18 May 2011

Runny Rhubarb and Sloppy Strawberries

It's high time I posted another recipe here. And since it's strawberry season, what could be more appropriate than my favoritest strawberry pie ever? I'm preforming an experiment this year, though. When I made this last year, I ended up with strawberry rhubarb soup in a pie crust bowl. Delicious, but hard to eat. So I did some snooping and discovered that wheat flour does not make a very effective thickening agent in fruit pies, as it tends to break down in acidic environments. The original recipe uses wheat flour. So this time I'm substituting tapioca flour for the wheat flour, as tapioca flour does not break down. Also, I'm macerating the rhubarb in sugar overnight to coax out some of the excess juice. Hopefully these measures will produce a less soupy pie.

I took ingredients from the original recipe (which can be found in The Fannie Farmer Cookbook) and the idea to macerate the rhubarb in sugar overnight from Greg Patent's Baking in America.

Strawberry Rhubarb Pie

1 1/4 cups granulated sugar
3 Tbsp tapioca flour
4 cups (1/4 inch peeled pieces) rhubarb stalks
2 Tbsp unsalted butter
1 cup sliced strawberries

1. Mix together the rhubarb and sugar in a bowl and let sit overnight or for 6-8 hours (refrigerate if your kitchen is warm).

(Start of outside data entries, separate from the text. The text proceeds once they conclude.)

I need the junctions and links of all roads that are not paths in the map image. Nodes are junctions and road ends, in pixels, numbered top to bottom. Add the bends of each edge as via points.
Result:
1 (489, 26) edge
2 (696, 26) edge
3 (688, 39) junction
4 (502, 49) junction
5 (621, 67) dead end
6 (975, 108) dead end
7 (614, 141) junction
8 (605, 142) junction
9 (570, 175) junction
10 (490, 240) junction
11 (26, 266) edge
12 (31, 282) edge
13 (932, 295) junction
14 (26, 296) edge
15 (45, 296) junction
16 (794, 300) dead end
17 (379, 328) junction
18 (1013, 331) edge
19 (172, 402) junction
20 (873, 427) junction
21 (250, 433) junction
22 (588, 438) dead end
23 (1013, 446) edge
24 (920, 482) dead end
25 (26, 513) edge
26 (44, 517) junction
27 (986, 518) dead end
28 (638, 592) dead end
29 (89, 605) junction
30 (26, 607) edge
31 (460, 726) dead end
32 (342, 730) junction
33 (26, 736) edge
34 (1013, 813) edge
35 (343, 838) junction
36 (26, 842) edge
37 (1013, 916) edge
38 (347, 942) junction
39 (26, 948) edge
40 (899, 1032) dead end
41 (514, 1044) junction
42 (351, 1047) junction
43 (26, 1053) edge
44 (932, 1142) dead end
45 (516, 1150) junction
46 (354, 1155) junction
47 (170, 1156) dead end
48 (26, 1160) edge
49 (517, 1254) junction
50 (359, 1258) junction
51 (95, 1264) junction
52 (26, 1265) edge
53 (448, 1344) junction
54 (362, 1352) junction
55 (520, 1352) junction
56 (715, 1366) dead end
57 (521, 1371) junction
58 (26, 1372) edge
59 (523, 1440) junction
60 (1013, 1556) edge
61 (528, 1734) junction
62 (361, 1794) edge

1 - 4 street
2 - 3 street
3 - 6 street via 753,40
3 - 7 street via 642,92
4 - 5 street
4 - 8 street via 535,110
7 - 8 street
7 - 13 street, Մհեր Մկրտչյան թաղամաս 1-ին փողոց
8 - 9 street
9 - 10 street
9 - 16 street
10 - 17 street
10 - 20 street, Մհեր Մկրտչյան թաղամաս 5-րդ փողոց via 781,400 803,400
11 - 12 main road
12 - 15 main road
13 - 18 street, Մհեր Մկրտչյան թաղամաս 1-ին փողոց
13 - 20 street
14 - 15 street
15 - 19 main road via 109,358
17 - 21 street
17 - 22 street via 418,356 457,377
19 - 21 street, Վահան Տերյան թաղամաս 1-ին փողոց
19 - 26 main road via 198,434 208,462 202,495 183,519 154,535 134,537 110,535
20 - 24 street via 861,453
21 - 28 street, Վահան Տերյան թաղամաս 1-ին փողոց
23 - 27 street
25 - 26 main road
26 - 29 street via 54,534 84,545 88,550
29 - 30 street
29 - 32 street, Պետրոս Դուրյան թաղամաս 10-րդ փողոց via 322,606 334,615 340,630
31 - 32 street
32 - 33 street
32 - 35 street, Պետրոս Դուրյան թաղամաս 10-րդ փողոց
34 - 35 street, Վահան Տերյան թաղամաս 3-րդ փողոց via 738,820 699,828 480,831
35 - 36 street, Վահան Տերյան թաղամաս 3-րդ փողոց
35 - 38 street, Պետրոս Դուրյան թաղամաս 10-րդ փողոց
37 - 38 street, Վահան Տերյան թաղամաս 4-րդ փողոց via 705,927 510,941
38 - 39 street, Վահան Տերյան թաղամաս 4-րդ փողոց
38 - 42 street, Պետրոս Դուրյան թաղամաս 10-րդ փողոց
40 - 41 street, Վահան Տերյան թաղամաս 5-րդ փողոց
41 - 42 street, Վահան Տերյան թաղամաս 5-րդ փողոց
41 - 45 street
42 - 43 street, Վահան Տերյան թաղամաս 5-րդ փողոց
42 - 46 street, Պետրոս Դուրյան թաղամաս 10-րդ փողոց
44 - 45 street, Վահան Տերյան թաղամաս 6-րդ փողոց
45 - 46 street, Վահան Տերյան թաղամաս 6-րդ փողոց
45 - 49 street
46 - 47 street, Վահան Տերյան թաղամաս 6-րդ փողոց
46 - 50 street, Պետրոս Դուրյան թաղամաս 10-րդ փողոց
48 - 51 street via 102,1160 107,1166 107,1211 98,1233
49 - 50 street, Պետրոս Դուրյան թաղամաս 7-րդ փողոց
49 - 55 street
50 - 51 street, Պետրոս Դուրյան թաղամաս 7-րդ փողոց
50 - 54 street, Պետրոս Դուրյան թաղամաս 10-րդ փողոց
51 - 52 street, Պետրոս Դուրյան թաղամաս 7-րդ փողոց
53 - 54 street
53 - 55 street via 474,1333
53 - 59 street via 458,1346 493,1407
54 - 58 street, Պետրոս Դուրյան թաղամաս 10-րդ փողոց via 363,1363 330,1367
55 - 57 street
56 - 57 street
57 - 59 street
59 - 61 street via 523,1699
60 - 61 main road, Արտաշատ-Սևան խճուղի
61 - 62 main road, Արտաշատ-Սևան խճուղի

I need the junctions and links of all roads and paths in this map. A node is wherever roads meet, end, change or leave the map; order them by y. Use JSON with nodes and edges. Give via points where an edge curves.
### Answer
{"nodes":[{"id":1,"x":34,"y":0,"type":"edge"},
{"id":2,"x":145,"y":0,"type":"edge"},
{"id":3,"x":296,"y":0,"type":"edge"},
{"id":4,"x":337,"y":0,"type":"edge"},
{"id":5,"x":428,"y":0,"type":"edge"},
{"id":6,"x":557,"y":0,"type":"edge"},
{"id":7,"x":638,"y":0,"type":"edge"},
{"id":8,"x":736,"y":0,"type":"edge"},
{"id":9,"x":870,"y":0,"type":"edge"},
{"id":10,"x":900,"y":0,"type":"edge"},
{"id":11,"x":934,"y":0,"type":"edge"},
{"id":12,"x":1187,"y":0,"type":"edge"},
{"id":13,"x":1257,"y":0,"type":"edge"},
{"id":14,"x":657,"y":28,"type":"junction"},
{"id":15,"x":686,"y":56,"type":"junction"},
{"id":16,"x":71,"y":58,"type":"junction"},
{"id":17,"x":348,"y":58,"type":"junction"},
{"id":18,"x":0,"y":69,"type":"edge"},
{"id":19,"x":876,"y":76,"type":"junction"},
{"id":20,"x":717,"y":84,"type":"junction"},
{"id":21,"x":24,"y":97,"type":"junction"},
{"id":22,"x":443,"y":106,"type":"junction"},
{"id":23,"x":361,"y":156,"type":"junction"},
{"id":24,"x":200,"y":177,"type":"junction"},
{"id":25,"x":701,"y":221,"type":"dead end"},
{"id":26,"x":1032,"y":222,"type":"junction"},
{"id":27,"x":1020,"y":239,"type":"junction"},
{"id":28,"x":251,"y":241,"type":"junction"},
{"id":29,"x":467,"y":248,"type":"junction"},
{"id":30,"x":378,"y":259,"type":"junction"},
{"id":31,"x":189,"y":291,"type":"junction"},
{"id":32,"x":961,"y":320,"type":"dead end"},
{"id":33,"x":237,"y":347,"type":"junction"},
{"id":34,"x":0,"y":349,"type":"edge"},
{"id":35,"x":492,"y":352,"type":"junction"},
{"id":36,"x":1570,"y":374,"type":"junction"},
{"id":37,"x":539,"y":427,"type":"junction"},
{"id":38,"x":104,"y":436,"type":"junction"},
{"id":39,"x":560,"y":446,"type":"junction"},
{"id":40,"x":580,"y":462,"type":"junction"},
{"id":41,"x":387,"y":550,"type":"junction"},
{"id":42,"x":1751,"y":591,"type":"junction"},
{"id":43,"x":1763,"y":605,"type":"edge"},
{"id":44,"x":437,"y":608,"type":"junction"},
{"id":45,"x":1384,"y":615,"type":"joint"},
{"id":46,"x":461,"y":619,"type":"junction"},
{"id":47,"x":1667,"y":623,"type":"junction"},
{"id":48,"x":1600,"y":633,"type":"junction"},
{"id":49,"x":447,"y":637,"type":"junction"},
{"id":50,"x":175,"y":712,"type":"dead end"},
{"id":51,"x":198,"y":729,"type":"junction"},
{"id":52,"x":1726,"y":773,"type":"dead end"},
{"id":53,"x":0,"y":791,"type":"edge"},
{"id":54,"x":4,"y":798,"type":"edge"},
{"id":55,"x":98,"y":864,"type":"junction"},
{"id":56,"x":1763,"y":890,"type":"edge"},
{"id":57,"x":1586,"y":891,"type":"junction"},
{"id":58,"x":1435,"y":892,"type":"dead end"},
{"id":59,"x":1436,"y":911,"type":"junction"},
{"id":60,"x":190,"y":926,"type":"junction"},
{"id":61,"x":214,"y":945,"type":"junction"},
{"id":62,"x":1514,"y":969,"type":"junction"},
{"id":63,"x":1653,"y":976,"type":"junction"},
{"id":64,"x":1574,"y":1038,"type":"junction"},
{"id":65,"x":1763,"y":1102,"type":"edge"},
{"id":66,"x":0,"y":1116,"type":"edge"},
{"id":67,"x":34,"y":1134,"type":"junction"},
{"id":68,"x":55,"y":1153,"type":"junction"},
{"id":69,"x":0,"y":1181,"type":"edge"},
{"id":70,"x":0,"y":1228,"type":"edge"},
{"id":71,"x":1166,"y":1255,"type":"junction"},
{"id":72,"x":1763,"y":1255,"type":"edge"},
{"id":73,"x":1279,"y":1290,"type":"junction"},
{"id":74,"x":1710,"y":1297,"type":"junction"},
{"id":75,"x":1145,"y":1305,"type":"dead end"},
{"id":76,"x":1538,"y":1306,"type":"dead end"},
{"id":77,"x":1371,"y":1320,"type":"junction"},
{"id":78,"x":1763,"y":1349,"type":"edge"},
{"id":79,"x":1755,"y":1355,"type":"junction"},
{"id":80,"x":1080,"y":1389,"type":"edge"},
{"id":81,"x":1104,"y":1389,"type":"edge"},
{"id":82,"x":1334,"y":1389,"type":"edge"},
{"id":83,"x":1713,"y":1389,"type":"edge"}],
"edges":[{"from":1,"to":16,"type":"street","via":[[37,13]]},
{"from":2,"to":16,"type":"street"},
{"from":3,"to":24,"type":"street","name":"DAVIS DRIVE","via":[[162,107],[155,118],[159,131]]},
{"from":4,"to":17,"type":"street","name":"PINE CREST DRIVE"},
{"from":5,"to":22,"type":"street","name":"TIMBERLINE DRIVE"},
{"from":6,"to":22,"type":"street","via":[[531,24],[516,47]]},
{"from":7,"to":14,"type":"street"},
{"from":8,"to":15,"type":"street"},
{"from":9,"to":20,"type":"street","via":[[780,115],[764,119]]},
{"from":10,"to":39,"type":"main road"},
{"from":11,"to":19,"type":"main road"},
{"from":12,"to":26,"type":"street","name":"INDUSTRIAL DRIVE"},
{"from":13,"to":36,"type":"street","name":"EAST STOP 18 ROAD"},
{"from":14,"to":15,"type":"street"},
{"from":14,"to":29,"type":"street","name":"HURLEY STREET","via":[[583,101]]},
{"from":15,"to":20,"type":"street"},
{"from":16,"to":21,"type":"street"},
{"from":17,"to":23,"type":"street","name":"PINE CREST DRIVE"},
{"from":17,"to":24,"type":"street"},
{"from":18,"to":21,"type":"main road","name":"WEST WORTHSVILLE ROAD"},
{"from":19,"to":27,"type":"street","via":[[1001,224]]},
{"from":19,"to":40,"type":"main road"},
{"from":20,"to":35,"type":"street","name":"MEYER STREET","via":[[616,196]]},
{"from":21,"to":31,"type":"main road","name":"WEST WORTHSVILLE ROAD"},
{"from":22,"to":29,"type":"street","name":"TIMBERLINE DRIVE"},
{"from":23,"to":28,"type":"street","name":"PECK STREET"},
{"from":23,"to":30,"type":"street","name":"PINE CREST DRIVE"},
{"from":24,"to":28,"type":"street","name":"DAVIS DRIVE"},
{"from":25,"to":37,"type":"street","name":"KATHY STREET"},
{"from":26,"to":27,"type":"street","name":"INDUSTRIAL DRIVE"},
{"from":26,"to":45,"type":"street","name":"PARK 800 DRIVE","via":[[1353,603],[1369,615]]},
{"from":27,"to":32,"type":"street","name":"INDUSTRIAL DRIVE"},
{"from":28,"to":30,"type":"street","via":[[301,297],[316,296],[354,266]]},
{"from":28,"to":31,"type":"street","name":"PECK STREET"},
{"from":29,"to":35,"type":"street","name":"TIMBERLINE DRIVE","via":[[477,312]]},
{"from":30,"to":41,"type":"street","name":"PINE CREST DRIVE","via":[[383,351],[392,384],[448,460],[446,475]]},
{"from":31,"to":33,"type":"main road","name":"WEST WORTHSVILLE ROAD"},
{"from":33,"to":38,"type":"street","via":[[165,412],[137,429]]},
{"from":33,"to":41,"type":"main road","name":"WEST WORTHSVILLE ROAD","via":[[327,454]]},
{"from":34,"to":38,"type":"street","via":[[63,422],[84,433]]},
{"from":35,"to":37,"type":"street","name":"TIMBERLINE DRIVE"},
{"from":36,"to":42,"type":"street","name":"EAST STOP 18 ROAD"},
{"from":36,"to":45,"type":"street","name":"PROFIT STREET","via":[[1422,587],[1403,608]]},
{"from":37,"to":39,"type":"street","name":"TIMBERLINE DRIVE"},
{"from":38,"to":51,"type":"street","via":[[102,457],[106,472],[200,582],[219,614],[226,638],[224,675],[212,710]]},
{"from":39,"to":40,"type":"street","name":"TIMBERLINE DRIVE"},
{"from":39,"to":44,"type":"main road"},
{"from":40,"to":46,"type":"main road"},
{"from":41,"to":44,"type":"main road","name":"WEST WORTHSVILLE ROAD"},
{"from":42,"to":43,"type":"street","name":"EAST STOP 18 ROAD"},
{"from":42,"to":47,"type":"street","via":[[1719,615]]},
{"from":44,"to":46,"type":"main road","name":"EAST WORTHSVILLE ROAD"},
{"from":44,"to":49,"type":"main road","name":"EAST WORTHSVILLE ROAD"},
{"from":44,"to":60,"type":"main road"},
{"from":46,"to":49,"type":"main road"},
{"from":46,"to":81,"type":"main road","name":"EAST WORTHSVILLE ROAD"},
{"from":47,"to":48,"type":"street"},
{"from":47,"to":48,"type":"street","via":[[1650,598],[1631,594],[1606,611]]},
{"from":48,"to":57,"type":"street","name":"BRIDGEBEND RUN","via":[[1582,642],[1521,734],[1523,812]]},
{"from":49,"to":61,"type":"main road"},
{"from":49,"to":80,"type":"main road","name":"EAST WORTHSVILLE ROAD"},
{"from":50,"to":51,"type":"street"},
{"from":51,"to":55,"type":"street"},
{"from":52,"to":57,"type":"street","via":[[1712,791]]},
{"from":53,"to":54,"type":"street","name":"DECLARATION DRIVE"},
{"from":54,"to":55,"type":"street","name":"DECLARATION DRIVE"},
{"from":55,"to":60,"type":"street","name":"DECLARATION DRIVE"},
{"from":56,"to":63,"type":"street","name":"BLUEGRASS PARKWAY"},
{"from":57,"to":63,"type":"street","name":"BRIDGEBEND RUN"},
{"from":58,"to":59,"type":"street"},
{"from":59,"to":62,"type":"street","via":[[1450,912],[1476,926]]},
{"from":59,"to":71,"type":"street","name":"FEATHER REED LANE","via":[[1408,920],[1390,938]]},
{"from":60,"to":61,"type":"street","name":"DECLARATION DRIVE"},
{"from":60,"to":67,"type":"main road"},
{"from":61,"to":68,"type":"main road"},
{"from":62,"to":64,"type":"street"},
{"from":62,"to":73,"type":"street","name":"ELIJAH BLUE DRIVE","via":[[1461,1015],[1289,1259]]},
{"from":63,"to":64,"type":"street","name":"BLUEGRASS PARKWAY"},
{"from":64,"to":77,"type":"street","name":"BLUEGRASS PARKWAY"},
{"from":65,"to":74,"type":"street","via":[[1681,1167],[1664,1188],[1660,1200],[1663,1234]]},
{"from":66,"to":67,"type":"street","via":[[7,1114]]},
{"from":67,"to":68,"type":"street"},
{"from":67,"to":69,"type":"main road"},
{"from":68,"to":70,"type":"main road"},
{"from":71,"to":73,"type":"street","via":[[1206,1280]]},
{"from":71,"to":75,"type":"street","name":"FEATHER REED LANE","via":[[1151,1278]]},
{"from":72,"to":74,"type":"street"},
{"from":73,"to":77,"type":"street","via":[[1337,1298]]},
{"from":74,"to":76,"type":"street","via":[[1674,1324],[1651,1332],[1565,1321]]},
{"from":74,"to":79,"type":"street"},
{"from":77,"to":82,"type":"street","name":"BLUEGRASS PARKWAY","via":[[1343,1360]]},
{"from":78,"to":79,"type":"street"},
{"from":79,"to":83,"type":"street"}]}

2. Stir the rhubarb mixture to dissolve any remaining sugar. Set a strainer over a bowl, transfer rhubarb mixture to it, and let drain for about 1 hour. Measure the juice, adding water if necessary to equal 3/4 cup.

3. Adjust one oven rack to the center position and set a baking sheet on the rack (to catch all the gooey stuff that inevitably bubbles over). Preheat oven to 425 degrees F. Line pie pan with dough.

4. Whisk together rhubarb juice and tapioca flour and stir in the rhubarb and strawberries. Spoon the mixture into the bottom crust, mounding it slightly in the center. Dot with the butter.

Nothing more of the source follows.